● Work request
Wherever the string "leave" shows up in the data below, copy the whole line.

● The input
------------------------------------
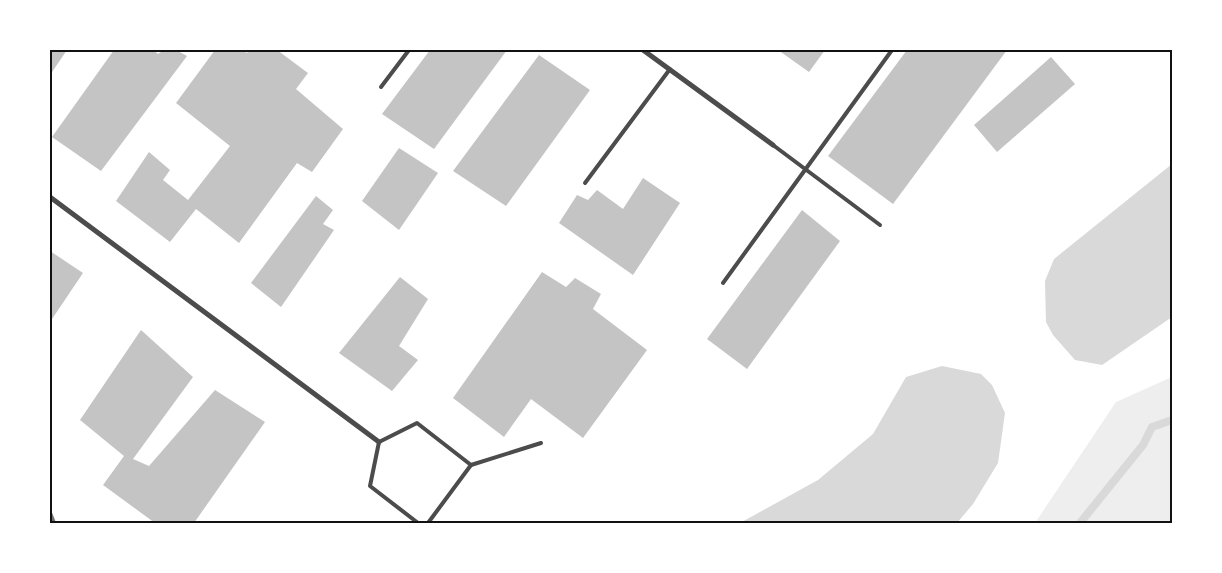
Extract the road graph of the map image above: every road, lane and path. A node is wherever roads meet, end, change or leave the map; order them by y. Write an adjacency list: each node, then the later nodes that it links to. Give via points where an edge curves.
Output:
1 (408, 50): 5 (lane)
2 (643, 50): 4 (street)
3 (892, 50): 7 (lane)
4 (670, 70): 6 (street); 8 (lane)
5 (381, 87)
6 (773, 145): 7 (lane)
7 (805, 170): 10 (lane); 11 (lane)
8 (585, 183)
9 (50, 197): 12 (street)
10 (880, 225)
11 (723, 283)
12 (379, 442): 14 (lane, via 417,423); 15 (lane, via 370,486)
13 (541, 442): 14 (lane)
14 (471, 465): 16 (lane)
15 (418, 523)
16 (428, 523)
------------------------------------
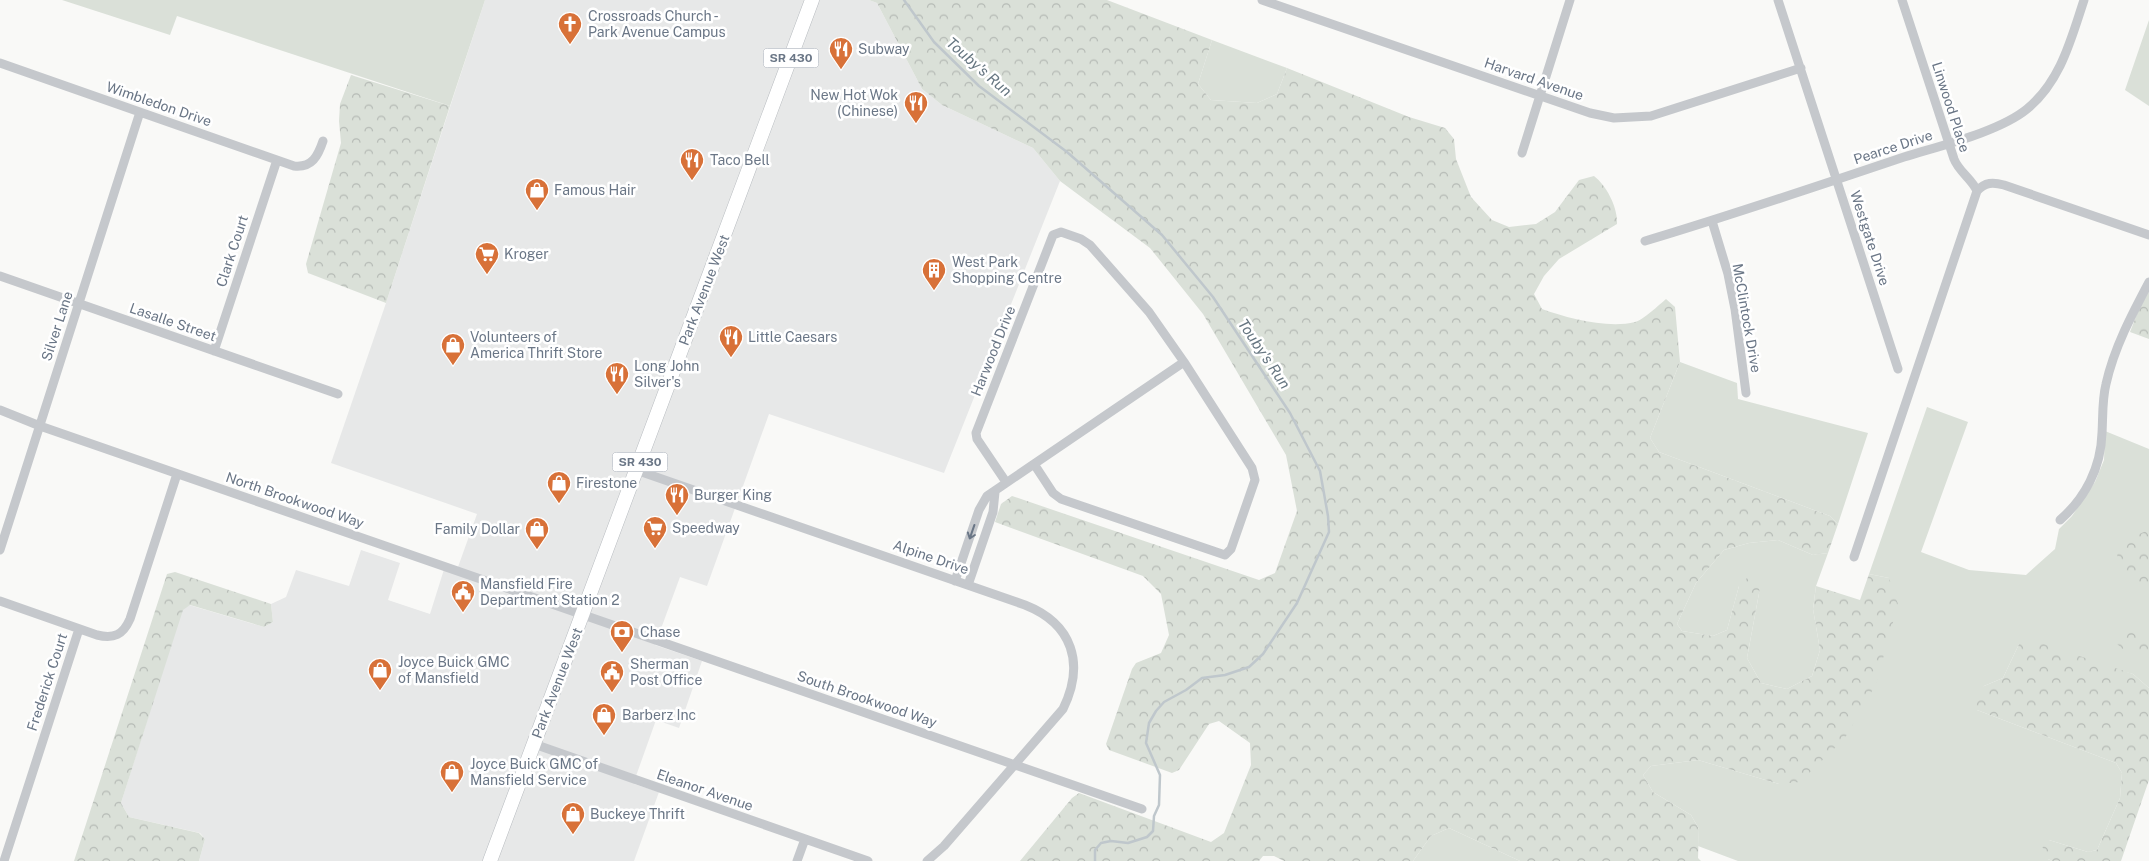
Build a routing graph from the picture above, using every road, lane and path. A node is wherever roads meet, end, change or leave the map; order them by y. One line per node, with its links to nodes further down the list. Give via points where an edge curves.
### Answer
------------------------------------
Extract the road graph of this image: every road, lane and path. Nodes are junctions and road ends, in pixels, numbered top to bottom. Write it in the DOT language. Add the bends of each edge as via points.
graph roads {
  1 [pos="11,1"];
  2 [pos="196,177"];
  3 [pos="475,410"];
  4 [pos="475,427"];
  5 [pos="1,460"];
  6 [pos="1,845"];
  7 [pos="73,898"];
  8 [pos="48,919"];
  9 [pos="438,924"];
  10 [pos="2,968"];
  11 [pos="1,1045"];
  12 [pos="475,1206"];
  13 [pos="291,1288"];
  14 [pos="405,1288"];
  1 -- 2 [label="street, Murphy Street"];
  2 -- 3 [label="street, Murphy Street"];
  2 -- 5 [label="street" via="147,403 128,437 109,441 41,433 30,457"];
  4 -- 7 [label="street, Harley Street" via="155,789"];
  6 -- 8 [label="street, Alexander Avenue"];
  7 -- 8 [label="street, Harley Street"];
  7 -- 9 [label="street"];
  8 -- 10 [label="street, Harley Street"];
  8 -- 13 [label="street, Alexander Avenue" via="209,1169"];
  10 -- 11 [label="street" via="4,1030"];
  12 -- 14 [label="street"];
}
------------------------------------
● Answer section
Extract the road graph of the map image above: every road, lane and path. A node is wherever roads meet, end, change or leave the map; order them by y. Write an adjacency list: each node, then the later nodes that it links to. Give via points where an edge curves.
Build a routing graph from the picture above, using every road, lane and path. A node is wherever roads meet, end, change or leave the map; order them by y. One line per node, with its links to nodes further down the list. Give via points where an edge curves.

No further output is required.